Why Are the Humanities Courses Still a Requirement?

SUNY Geneseo, being the Liberal Arts college that it is, requires that students take courses that range from several different disciplines in order to expose them to something they may enjoy, and to simply open them to a field that is enlightening, knowledgeable, and intellectually challenging.  This of course is crucial and necessary in breeding well-rounded academics that can graduate from Geneseo and have a wealth of knowledge that covers several different areas of study that will be useful to them in future career endeavors.

When I first looked at the general education requirements I would need to complete in order to graduate from SUNY Geneseo, the list looked taunting and slightly overwhelming.  However, being a first semester sophomore now, I’ve completed all of my “gen. eds.” which spanned across the Sciences, Maths, Writing, and Cultural Studies.  I’ve completed all of these except for the *dreaded* Humanities courses.

https://www.youtube.com/watch?v=P_mUFrUV2xM

The way I always imagined these classes when I was young, actually the way I probably imagined college in general, was a room full of smart young students sitting in a circle discussing magnificent and challenging works of literature that have so greatly influenced art and culture as a whole.  We’d look at great works by Dante and Shakespeare and Aristotle and Plato and we’d all be enlightened in some way, having read words, words that certain wealthy white men of the aristocracy decided were great.

It was people like Matthew Arnold whose essays and studies influenced  our modern education system today, the Humanities course revolving around his particular sense of taste in literature.  Arnold claimed that all things written after the great works (Dante, Shakespeare, Aristotle, Plato) were all different arrangements of the same basic plot or story from these literary canons.  “Good” works included these archetypical elements, “bad” works did not.  His blatant disregard for other cultures and assumption that all of humanity lived the same way that he did steered him in the wrong path and Arnold’s incorrect premises led him to a false conclusion.

Arnold was English, white, and attended Oxford University.  Based on his conclusions, literature published by African Americans would probably not make sense to him, having come from a different shared culture, and would be deemed “bad” because these works didn’t follow the same structure or plot as the canons.  This nonsensical hierarchy is still being perpetuated by our schools that require us to feed into the belief that the best have already been written, these works are the best, and you must read them.  The works certainly did influence generations to come, but fundamentally, it is distorted to imagine that these are the greatest works to have ever been produced, while failing to expose students of other disciplines of art that are generated from different cultures.  Regardless, some of these canons have been studied for centuries and the material already thoroughly deconstructed.  In this sense, I can only assume that Joe Moran would agree with the notion, stating that “…the canon seems over-researched and overwritten about, and therefore less open to new critical insights” (Moran 175).

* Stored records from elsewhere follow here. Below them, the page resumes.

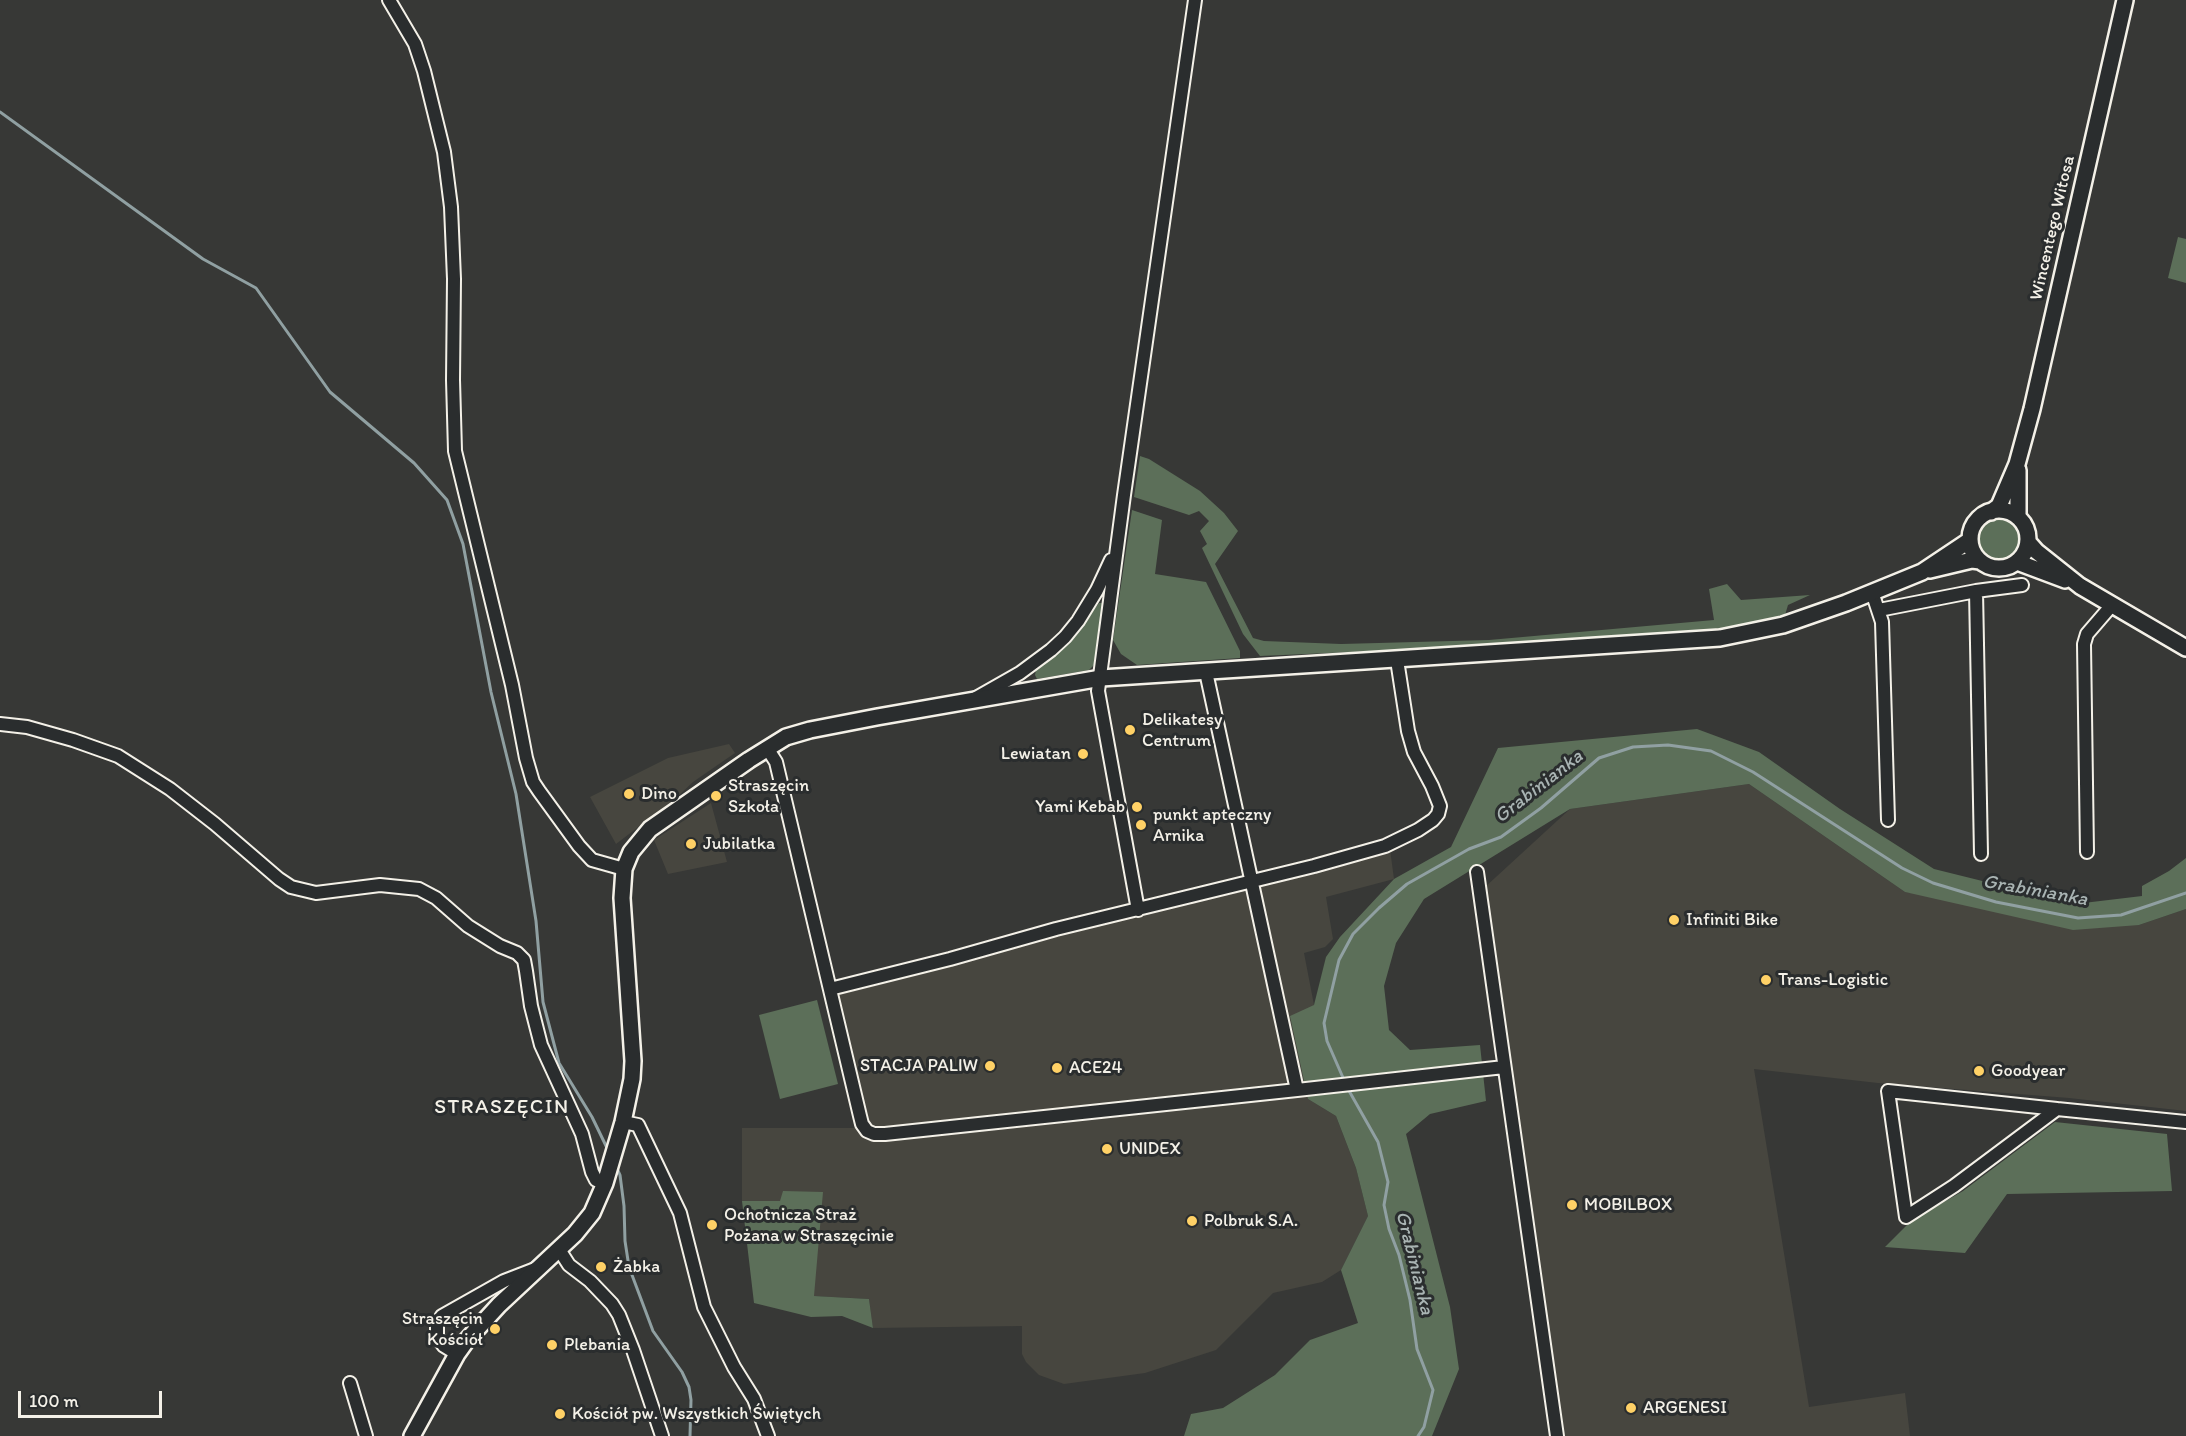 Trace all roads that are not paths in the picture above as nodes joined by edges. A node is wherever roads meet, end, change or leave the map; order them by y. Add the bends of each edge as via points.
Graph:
1 (389, 0) edge
2 (1195, 0) edge
3 (2125, 0) edge
4 (2017, 464) junction
5 (1991, 512) junction
6 (2018, 517) junction
7 (1970, 540) junction
8 (2028, 542) junction
9 (1117, 548) junction
10 (1980, 561) junction
11 (2017, 562) junction
12 (1922, 572) junction
13 (2022, 585) dead end
14 (2080, 586) junction
15 (1976, 591) junction
16 (1872, 592) junction
17 (2112, 605) junction
18 (1880, 610) junction
19 (2186, 648) edge
20 (1397, 660) junction
21 (1206, 672) junction
22 (1101, 678) junction
23 (973, 700) junction
24 (0, 724) edge
25 (767, 748) junction
26 (1888, 820) dead end
27 (2087, 852) dead end
28 (1981, 854) dead end
29 (624, 869) junction
30 (1477, 872) dead end
31 (1252, 881) junction
32 (1138, 910) junction
33 (830, 989) junction
34 (1504, 1067) junction
35 (1297, 1090) junction
36 (2057, 1109) junction
37 (2186, 1122) edge
38 (622, 1124) junction
39 (606, 1178) junction
40 (560, 1251) junction
41 (541, 1267) junction
42 (457, 1354) junction
43 (350, 1383) dead end
44 (366, 1436) edge
45 (412, 1436) edge
46 (662, 1436) edge
47 (768, 1436) edge
48 (1557, 1436) edge

1 - 29 street via 415,44 444,152 454,279 455,451 526,758 533,782 579,846 592,860
2 - 9 street
3 - 4 street, Wincentego Witosa
4 - 5 street, Wincentego Witosa via 1999,506
4 - 6 street, Wincentego Witosa
5 - 6 street via 2005,511
5 - 7 street via 1976,523
6 - 8 street
7 - 10 street
7 - 12 street
8 - 11 street
8 - 14 street
9 - 22 street
9 - 23 street via 1097,590 1065,637 1020,673
10 - 11 street via 1998,568
10 - 12 street
11 - 14 street
12 - 16 street
13 - 15 street
14 - 17 street
15 - 18 street
15 - 28 street
16 - 18 street
16 - 20 street via 1806,618 1720,638
17 - 19 street
17 - 27 street via 2087,634 2084,644
18 - 26 street
20 - 21 street
20 - 31 street via 1408,731 1414,752 1438,798 1438,814 1418,830 1384,846
21 - 22 street
21 - 31 street
22 - 23 street
22 - 32 street via 1098,691
23 - 25 street via 810,730
24 - 39 street via 27,727 117,756 170,789 291,887 316,893 380,885 418,889 436,898 468,926 517,953 524,960 541,1045 582,1134 592,1172 596,1180
25 - 29 street via 650,829 636,844
25 - 33 street via 776,762
29 - 38 street via 622,909 633,1061
30 - 34 street
31 - 32 street
31 - 35 street
32 - 33 street
33 - 35 street via 862,1124 874,1134
34 - 35 street
34 - 48 street
36 - 36 street via 1954,1186 1906,1217 1887,1091
36 - 37 street
38 - 39 street
38 - 47 street via 638,1125 680,1212 704,1307 754,1399
39 - 40 street via 592,1213
40 - 41 street
40 - 46 street via 619,1315
41 - 42 street via 486,1318
41 - 42 street via 504,1281 442,1316 437,1324 437,1337
42 - 45 street
43 - 44 street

My recommendation would be perhaps to have one required Humanities class devoted to important works in the canon and then another required Humanities class that provides insight into the equally important humanity of a society that wasn’t occupied by Western European regimes.  This would encourage an acceptance of other forms of art and literature and would produce even more well-rounded individuals to leave the halls of SUNY Geneseo and represent our college as an institution that fairly depicts more than just one aspect of humanity.  The conversation of the value of the very partial Humanities courses should continue.